Of Mr. Sullivan’s private affairs, she knew nothing. Nor of his ambitions. Amongst his friends—and he had friends!—he was not adjudged an ambitious man. He kept modestly out of the Press, and appeared in Hansard only often enough to satisfy his rather easygoing constituents. He never gave interviews. Interviews, he had observed, had an unpleasant way of rising to condemn one. It was safer not to espouse a cause, for then one could not be accused of inconstancy when one disavowed it.
This reticence on the part of Mr. Sullivan was variously regarded as humility towards those of superior wisdom, and an almost extinct distaste for publicity. There were many who thought that save for a certain moral obliquity, Mr. Sullivan was a very fine man!
But Azalea distrusted him. With the feminine shrewdness that is really a manifestation of Bergsonian intuition, she saw his modesty as caution, and naturally inferred that caution is only necessary when one has something to conceal. The fact that he never declared himself definitely upon any stand, made her suspicious of his enthusiastic support of Dilling. Azalea sensed treachery behind it.
Scattered bits of gossip, an odd suggestion dropped here and there, unremarked at the time, rose now to the surface of her mind, and strengthened her case against Rufus Sullivan. Besides, had not Lady Denby hinted that Sir Eric was not unqualifiedly pleased at the championship of the Hon. Member for Morroway? That, in itself, was cause for apprehension.
So far as Azalea knew, Mr. Sullivan had never denounced Eastlake and Donahue, nor had he uttered any anti-Imperialistic shibboleths, but she simply could not bring herself to accept his attitude as sincere, and something warned her that this sudden flare of patriotism served an ignoble end.

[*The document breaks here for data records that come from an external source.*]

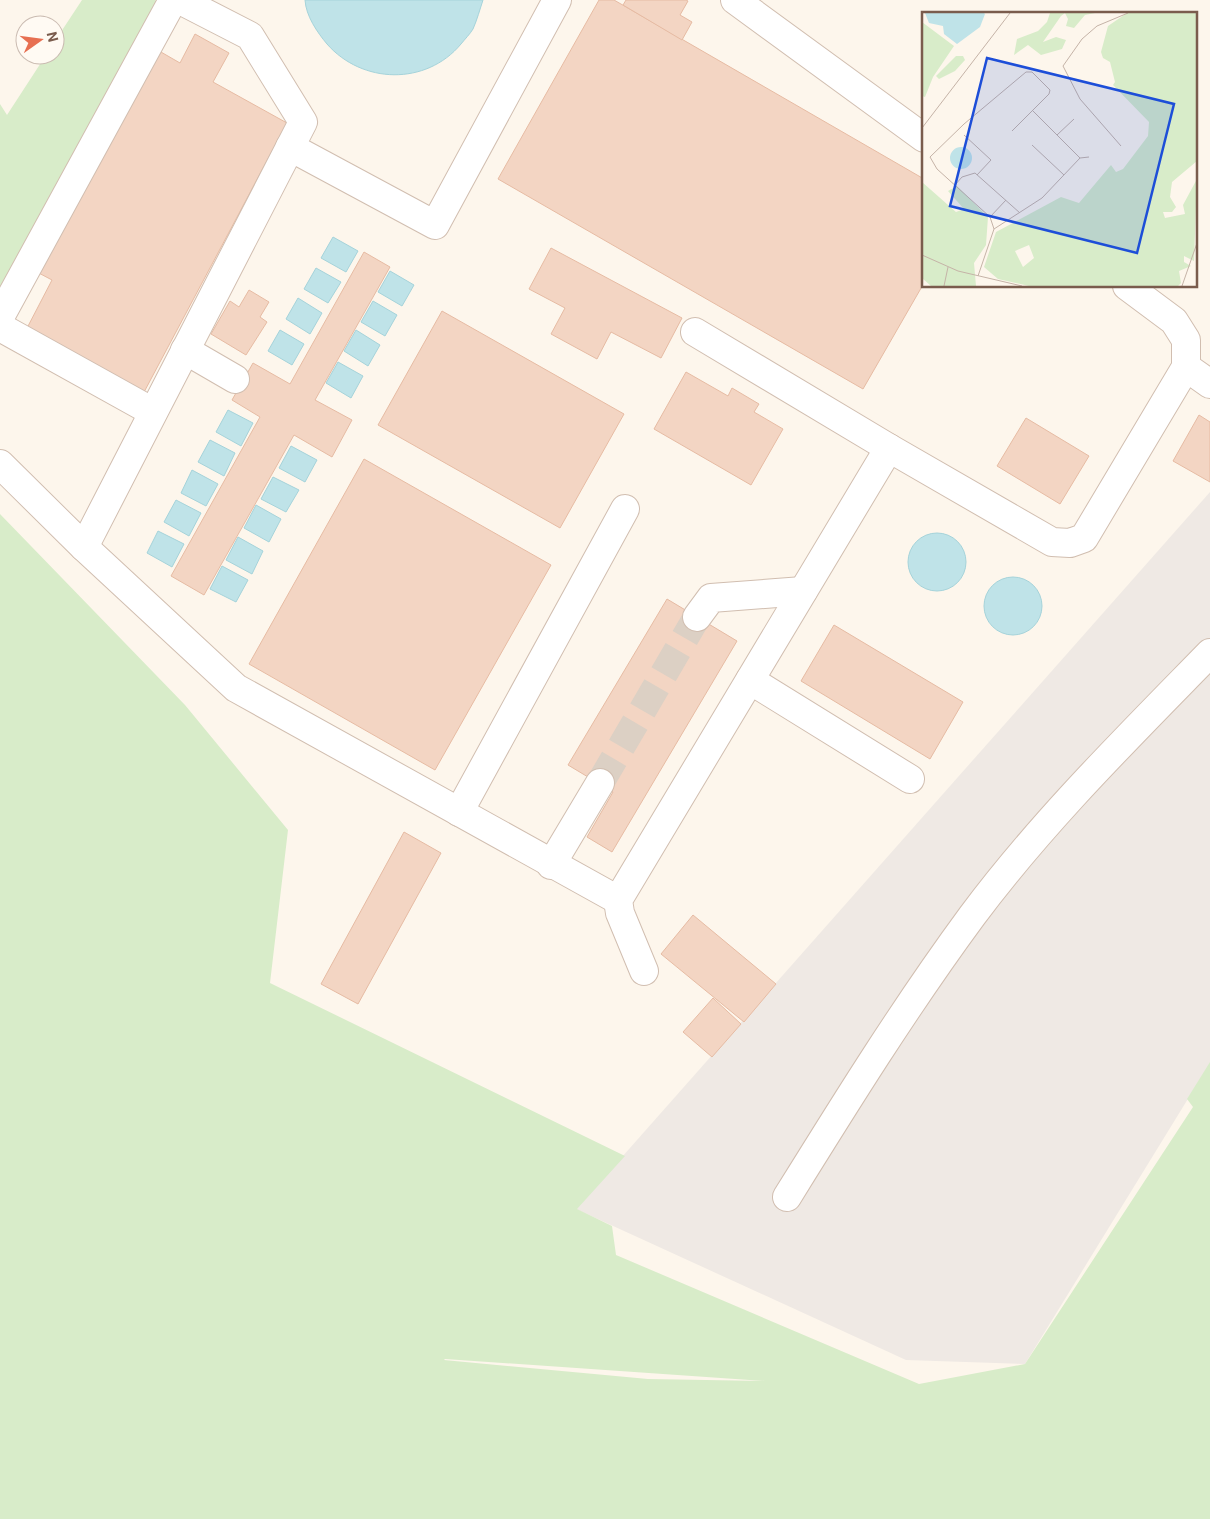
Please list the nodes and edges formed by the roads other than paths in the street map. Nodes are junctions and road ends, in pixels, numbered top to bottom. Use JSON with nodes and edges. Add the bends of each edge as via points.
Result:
{"nodes":[{"id":1,"x":173,"y":0,"type":"edge"},
{"id":2,"x":180,"y":0,"type":"edge"},
{"id":3,"x":557,"y":0,"type":"edge"},
{"id":4,"x":735,"y":0,"type":"edge"},
{"id":5,"x":922,"y":137,"type":"edge"},
{"id":6,"x":290,"y":147,"type":"junction"},
{"id":7,"x":1130,"y":288,"type":"edge"},
{"id":8,"x":0,"y":317,"type":"edge"},
{"id":9,"x":0,"y":327,"type":"edge"},
{"id":10,"x":695,"y":332,"type":"dead end"},
{"id":11,"x":185,"y":350,"type":"junction"},
{"id":12,"x":1186,"y":367,"type":"junction"},
{"id":13,"x":235,"y":378,"type":"dead end"},
{"id":14,"x":1210,"y":384,"type":"edge"},
{"id":15,"x":153,"y":412,"type":"junction"},
{"id":16,"x":888,"y":448,"type":"junction"},
{"id":17,"x":0,"y":464,"type":"edge"},
{"id":18,"x":625,"y":509,"type":"dead end"},
{"id":19,"x":84,"y":547,"type":"junction"},
{"id":20,"x":803,"y":591,"type":"junction"},
{"id":21,"x":697,"y":617,"type":"tunnel mouth"},
{"id":22,"x":1210,"y":653,"type":"edge"},
{"id":23,"x":750,"y":680,"type":"junction"},
{"id":24,"x":910,"y":779,"type":"dead end"},
{"id":25,"x":600,"y":783,"type":"tunnel mouth"},
{"id":26,"x":459,"y":812,"type":"junction"},
{"id":27,"x":551,"y":865,"type":"junction"},
{"id":28,"x":618,"y":900,"type":"junction"},
{"id":29,"x":644,"y":971,"type":"dead end"},
{"id":30,"x":787,"y":1198,"type":"dead end"}],
"edges":[{"from":1,"to":8,"type":"lane"},
{"from":2,"to":6,"type":"lane","via":[[250,36],[302,122]]},
{"from":3,"to":6,"type":"lane","via":[[435,224]]},
{"from":4,"to":5,"type":"lane"},
{"from":6,"to":11,"type":"lane"},
{"from":7,"to":12,"type":"lane","via":[[1174,321],[1186,340]]},
{"from":9,"to":15,"type":"lane"},
{"from":10,"to":16,"type":"lane"},
{"from":11,"to":13,"type":"lane"},
{"from":11,"to":15,"type":"lane"},
{"from":12,"to":14,"type":"lane"},
{"from":12,"to":16,"type":"lane","via":[[1084,538],[1070,543],[1052,542]]},
{"from":15,"to":19,"type":"lane"},
{"from":16,"to":20,"type":"lane"},
{"from":17,"to":19,"type":"lane"},
{"from":18,"to":26,"type":"lane"},
{"from":19,"to":26,"type":"lane","via":[[236,688]]},
{"from":20,"to":21,"type":"lane","via":[[711,598]]},
{"from":20,"to":23,"type":"lane"},
{"from":22,"to":30,"type":"lane","via":[[1076,790],[972,915],[884,1042]]},
{"from":23,"to":24,"type":"lane"},
{"from":23,"to":28,"type":"lane"},
{"from":25,"to":27,"type":"lane"},
{"from":26,"to":27,"type":"lane"},
{"from":27,"to":28,"type":"lane"},
{"from":28,"to":29,"type":"lane","via":[[620,913]]}]}
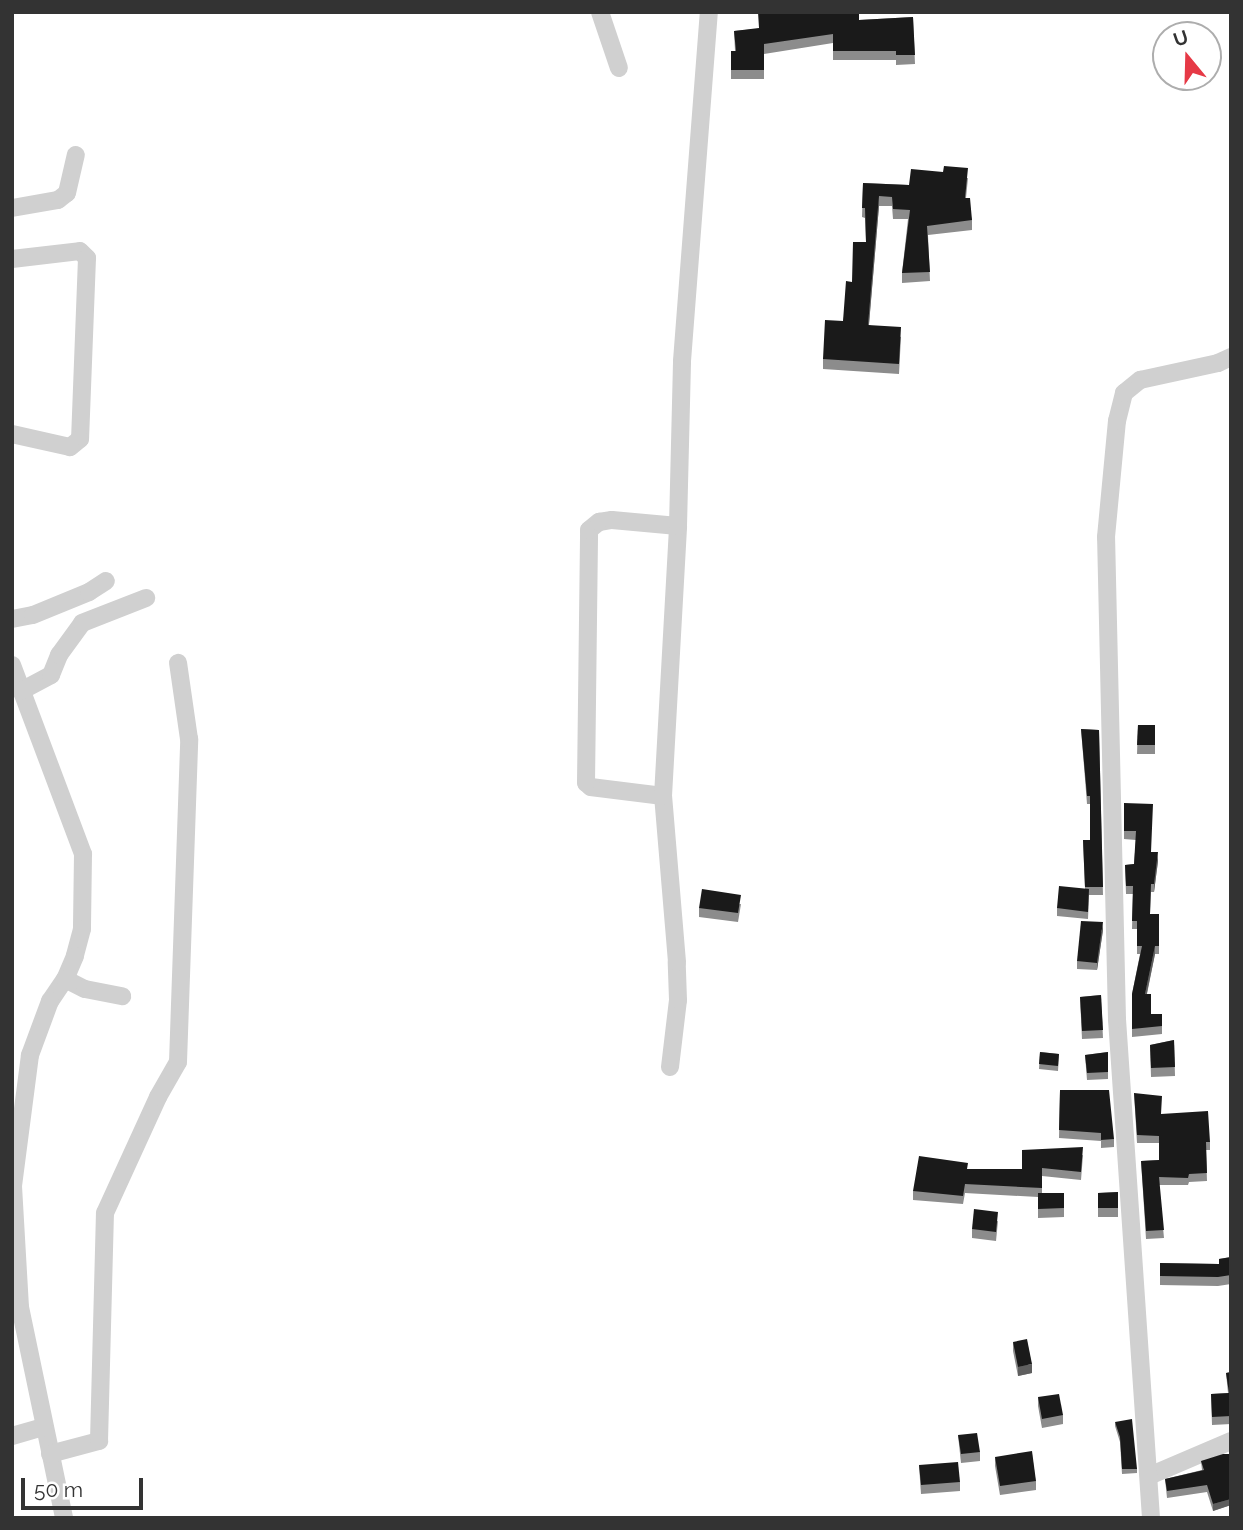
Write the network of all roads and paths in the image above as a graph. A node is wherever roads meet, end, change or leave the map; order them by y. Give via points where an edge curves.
1 (600, 12) edge
2 (709, 12) edge
3 (619, 68) dead end
4 (76, 155) dead end
5 (12, 208) edge
6 (12, 258) edge
7 (1231, 357) edge
8 (12, 433) edge
9 (678, 526) junction
10 (106, 580) dead end
11 (146, 598) dead end
12 (12, 619) edge
13 (178, 663) dead end
14 (12, 665) edge
15 (21, 691) junction
16 (663, 796) junction
17 (65, 979) junction
18 (122, 996) dead end
19 (670, 1067) dead end
20 (43, 1427) junction
21 (12, 1436) edge
22 (1231, 1441) edge
23 (50, 1454) junction
24 (1149, 1476) junction
25 (64, 1518) edge
26 (1151, 1518) edge

1 - 3 street
2 - 9 street via 682,361
4 - 5 street via 67,193 58,201
6 - 8 street via 80,251 87,258 80,439 70,447
7 - 24 street via 1140,380 1124,393 1106,537 1117,1019
9 - 16 street
9 - 16 street via 612,520 589,530 586,783
10 - 12 street via 89,592
11 - 15 street via 82,623 51,675
13 - 23 street via 189,739 178,1062 105,1213 99,1441
14 - 15 street
15 - 17 street via 83,854 82,929
16 - 19 street via 677,974
17 - 18 street via 85,989
17 - 20 street via 50,1001 30,1055 13,1186 20,1307
20 - 21 street
20 - 23 street
22 - 24 street
23 - 25 street
24 - 26 street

What, she asked herself, could he gain by putting Dilling in a position of honour and importance?
Bribery was unthinkable, but might it not be that he sought some higher honour for himself, some post which could be more easily acquired by a friend at court than by personal application?
“That’s stupid,” thought Azalea, “for the man has hosts of influential friends, who, though hesitating to introduce him to their wives and daughters, would exert no end of energy to gratify a political whim. There must be something else . . .”
She drew in her breath sharply.
What if animosity towards Dilling, and not friendship, or even self-interest, had prompted this extraordinary act of Mr. Sullivan’s!